Updated: 21/11/2024
What does it take to create a conversation about the environment? Sometimes, as poet Jackie Kay said at the recent FlipSide Festival in Suffolk, it requires the space for it.
And this was clearly demonstrated by the Green Alphabet Writing Prize (GAWP) the results of which were announced during the event.
Flipside is East Anglia’s leading literary and arts festival with a Latin Beat, being the sister festival – literally the flipside – to FLIP (the Festa Literaria Internacional de Paraty) South America’s first and largest international literary festival.
Everything interacts
This year, FlipSide debuted its unique, environmentally themed writing competition, in association with Friends of the Earth, attracting entries from all over the world.
Writers were asked to submit, fiction, non-fiction or poetry with a green theme – and to take one letter of the alphabet as their starting point.
“The more threatened we are, the more creatively we respond,” said poet Jackie Kay at Flipside where, at an event entitled Singing From the Page, she both launched her new poetry collection Bantam and announced the results of the GAWP competition, for which she was one of the judges alongside Blake Morrison and Jon Canter.
“It feels like art finds a way to value the world,” Kay said, in conversation with me after the event. “We can’t forget how deeply and dearly we love our planet and everything in it, and art shows us a way of treasuring our planet.
“It articulates for us, if you like; it is the earth’s voice speaking. Art is the landscape speaking, it’s the roar of the sea, it’s the sky, it’s the planet, it’s the moon. It’s how everything interacts and moves around each other.
Future generation
“The very fact that people write poems, create pieces of music, write literature, means that they have to have some sort of hope – hope, for a start, that someone else will be receiving it, this gift, in some way or another – and the fact that there is this open conversation between a writer and a reader is cause for hope.
“If we didn’t have that there would be cause for concern, because the minute our voices are silenced, the minute we can’t speak about something, however difficult it is, the minute we can’t speak – that becomes a real problem.”
Announcing the winners, Kay said that in looking for solace, in trying to find meaning and make sense of the senseless, then poetry – for example – “… holds out a helping hand…”.
“The competition was extraordinarily valuable in contributing to this conversation,’ said Kay. ‘We got such amazing, different responses and different ways of looking at the environment, ways of caring for it – it was really inspiring.
“And particularly the children’s contributions, because they seem to instinctively care about the planet, they don’t need necessarily to be taught to care, they know the value of things and it’s exciting to me that we have a future generation of children that are passionate about looking after our world.”
Planting seeds
In the under-16s category, winner Dhylan Patel imagined what it would be like if the only animals we could see were dead, stuffed and exhibited in a museum, in his poem The X Animal Museum, extracted below:
This one’s an X polar bear,
But its nose is made of coal,
Its white fur is polyester,
And not from the North pole.
We couldn’t get the originals,
Because we made them flee
When we melted their icy world,
And dumped it out to sea.
“So if we look to the future we look to those children who wrote for the competition,” concluded Kay. “We look to what they want to survive of our world and what would be awful if we lost it.
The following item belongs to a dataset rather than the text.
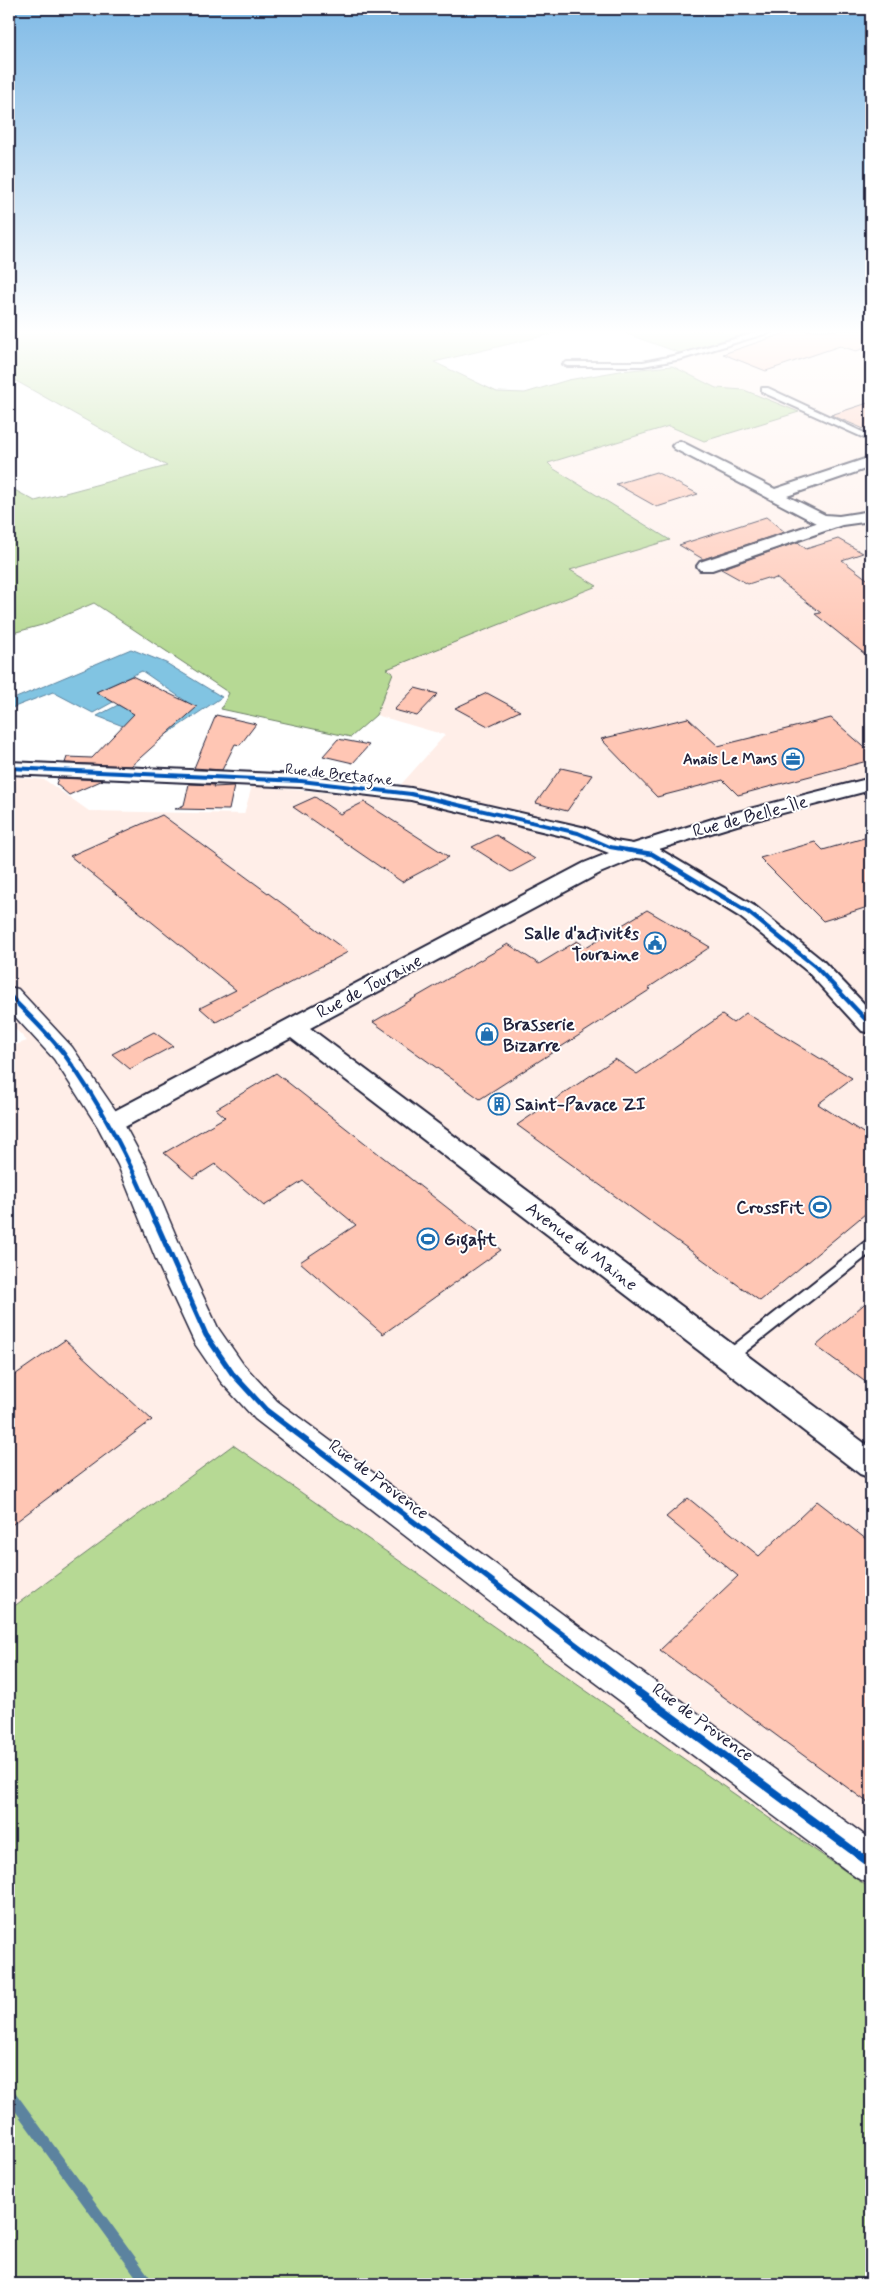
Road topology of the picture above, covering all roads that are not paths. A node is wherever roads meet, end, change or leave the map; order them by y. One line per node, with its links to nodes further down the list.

“Dhylan’s poem was a frightening vision of what it would be like if all the animals were gone and there was just an animal museum and because he conceived of this, the horror of it, the horror of losing things and of species becoming extinct, and because children are asking these very deep questions, then that’s cause for hope, too.”
Grace Blackwood’s poem S for Survival – which came first in the over-16s category – explored what small steps are necessary to create a larger survival through the metaphor of planting seeds in your own pocket, extract below:
Line your pockets with soil (trouser turn-ups are an option, if you have them)… Soon the seeds will split and spindly yellow-green shoots will yearn up towards the slit of sky at the top of your pocket/turn-up. Keep frets at bay by cultivating a positive hum inside your body. Walk carefully, keeping your arms at, but not on, your sides. If conditions are right, a verdant fringe will eventually appear at the top of your pockets/turn ups. Act casual. Prepare to become a laughing stock, both for your appearance and ambition.
Another festival
All art is political insofar as it engages with society in some way, either being influenced by or influencing it. Protest art in particular, but often in small, quiet but meaningful ways, through the literary expression of hopes and fears.
“Art has something to say about the world we live in,” concludes Jackie Kay. “What resonates is the way it’s said, which allows the space for everyone to join the conversation.”
The competition hopes to be repeated and winning entries are to be considered for a future anthology. Full details about GAWP and this year’s winning entries is available here.
The FlipSide Festival has another festival, specifically for children, running over half term on 24th, 25th and 26th of October. Further details available here.
Jackie Kay’s new collection of poetry Bantam is published by Picador, priced £14.99 in hardback and £9.99 in paperback.
This Author
Harriet Griffey is cultural editor of The Ecologist.